L'Inondation est à l'origine une courte fiction d'un auteur reconnu. Dans une langue d'une extrême simplicité mais porteuse d'une incroyable force évocatrice, Zamiatine donne vie à tout un monde fragile où les êtres vivotent au seuil de l'indigence et se soutiennent parfois entre eux. Un monde soumis à des forces capricieuses, où la catastrophe semble toujours planer au-dessus de la tête de ces petites gens. Et l'inondation est à la fois celle de la Neva et celle de la folie d'une femme meurtrière. Au départ, un couple saint-pétersbourgeois, encore assez jeune, qui se délite parce qu'il ne peut avoir d'enfant. Un voisin vient à mourir et le couple décide d'adopter l'orpheline. Rapidement, les relations entre le mari et l'adolescente deviennent intimes, et l'épouse, rongée par la douleur et la jalousie, finit par assassiner sa rivale (à coups de hache, comme Raskolnikov). Cette dernière ayant, aux yeux de tous, simplement disparu, le couple renoue et un enfant naît enfin, mais la meurtrière, hantée par son crime, sombre dans la folie.
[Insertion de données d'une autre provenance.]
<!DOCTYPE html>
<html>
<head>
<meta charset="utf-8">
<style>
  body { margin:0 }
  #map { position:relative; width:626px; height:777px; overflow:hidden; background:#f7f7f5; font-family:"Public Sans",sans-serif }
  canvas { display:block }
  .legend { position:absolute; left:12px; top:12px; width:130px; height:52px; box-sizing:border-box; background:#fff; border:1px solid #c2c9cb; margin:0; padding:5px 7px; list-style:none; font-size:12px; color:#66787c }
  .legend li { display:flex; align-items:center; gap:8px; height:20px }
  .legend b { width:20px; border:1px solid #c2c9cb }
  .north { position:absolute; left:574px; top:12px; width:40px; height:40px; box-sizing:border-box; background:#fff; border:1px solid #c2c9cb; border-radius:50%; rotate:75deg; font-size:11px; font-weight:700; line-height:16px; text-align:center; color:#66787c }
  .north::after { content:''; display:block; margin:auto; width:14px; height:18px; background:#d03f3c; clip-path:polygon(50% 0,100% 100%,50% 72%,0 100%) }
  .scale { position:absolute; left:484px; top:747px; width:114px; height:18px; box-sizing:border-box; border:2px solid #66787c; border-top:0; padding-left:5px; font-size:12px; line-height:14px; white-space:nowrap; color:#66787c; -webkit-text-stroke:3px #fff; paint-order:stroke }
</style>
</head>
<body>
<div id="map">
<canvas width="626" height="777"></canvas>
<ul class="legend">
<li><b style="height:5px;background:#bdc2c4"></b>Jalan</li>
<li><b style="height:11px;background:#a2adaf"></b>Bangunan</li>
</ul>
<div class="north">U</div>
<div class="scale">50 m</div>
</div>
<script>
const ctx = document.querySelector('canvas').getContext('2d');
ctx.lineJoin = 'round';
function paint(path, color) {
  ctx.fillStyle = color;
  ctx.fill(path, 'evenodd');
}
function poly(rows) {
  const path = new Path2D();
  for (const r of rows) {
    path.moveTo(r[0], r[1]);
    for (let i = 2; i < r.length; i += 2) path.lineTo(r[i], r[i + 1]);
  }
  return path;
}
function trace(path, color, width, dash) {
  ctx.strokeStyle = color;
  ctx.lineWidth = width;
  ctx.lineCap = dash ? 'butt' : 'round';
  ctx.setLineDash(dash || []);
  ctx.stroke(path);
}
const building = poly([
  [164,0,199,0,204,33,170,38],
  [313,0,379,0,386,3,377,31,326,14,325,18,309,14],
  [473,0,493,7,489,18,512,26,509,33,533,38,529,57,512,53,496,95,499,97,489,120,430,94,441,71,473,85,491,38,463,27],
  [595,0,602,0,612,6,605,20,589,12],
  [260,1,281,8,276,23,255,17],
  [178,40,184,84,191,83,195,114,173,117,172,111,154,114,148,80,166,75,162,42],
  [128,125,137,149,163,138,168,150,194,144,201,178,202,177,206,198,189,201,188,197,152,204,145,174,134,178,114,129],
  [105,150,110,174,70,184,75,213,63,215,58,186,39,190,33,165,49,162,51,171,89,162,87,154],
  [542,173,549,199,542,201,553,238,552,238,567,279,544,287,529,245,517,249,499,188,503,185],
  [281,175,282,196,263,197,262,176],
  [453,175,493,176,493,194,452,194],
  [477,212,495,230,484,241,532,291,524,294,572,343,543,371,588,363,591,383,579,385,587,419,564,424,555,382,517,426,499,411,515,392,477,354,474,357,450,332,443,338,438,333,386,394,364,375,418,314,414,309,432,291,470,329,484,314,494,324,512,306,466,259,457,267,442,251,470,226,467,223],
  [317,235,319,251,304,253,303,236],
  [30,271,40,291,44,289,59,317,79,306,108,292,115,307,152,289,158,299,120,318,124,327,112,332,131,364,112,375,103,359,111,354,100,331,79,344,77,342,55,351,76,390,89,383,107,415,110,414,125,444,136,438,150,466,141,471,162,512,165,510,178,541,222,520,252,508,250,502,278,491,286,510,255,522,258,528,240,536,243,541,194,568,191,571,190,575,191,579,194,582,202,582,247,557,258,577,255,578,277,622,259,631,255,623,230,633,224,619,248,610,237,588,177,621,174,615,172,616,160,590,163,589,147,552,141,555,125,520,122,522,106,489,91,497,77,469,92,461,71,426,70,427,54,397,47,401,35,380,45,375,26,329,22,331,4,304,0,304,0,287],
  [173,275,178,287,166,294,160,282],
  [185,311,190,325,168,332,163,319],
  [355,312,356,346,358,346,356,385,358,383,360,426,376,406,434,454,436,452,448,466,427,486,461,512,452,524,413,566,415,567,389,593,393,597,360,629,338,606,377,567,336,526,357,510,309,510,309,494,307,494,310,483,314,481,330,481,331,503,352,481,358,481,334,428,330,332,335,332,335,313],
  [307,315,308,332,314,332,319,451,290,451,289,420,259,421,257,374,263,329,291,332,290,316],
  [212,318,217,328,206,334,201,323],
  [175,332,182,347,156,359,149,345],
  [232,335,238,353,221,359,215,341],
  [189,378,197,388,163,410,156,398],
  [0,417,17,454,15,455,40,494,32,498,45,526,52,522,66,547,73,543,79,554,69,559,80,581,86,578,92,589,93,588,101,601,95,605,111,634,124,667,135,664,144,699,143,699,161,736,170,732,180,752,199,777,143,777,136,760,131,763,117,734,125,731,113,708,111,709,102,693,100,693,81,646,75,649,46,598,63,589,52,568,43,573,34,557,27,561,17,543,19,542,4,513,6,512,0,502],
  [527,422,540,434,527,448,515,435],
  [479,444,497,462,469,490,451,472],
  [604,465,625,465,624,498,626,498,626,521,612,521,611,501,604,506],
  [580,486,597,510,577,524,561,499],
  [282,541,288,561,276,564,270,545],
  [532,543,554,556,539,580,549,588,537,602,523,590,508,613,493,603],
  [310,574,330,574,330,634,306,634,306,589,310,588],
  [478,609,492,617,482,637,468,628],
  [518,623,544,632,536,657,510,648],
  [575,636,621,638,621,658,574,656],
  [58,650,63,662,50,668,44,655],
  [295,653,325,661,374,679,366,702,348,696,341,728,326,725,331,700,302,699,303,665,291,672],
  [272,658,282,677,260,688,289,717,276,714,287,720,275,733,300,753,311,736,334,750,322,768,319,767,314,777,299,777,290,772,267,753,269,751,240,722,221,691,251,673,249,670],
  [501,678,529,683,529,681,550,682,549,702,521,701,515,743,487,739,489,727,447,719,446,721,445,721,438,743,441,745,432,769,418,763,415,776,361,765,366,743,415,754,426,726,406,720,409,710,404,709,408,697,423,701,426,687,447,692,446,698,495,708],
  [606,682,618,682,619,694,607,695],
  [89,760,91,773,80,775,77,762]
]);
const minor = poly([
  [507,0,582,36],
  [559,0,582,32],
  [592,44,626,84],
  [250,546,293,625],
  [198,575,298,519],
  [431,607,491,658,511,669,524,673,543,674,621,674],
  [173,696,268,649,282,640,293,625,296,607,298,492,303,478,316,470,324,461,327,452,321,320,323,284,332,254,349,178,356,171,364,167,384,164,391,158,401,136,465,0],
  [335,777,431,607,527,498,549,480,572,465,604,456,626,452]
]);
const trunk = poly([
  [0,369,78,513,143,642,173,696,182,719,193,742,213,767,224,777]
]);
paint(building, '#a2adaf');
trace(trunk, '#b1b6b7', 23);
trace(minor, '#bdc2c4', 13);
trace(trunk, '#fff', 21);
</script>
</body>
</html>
Assez fidèle au texte, Joël Pommerat gomme quand même toute référence historique pour transporter le public dans l'univers vintage d'un décor Ikea, avec, occupant toute la scène, les trois niveaux d'un immeuble en coupe face aux spectateurs. Le couple occupe le rez-de-chaussée, une famille de cinq personnes habite au-dessus, et, au deuxième, s'ouvre une sorte de galetas où vivait la Jeune Fille et où elle retrouve de temps à autre des garçons de son âge. Ainsi s'alignent cuisines, salons et chambres, dans un sobre ameublement fifties : autant de petites boîtes où s'affairent les uns et les autres. Ce dispositif fonctionne très bien, les différents niveaux s'allumant où disparaissant dans l'obscurité au gré des événements. Il y a dans le roman de rares dialogues, toujours très ordinaires. Cette modestie des propos se retrouve sous la plume du librettiste, mais faut-il regretter qu'une phrase toute plate soit répétée à l'infini par les chanteurs ou bien se dire que ce naturalisme est évidemment voulu et que les mots restent toujours à la surface des choses ? D'ailleurs, Francesco Filidei a tout à fait raison de rappeler le caractère debussyste du chant qui s'impose d'emblée, aussi économe que les paroles proférées.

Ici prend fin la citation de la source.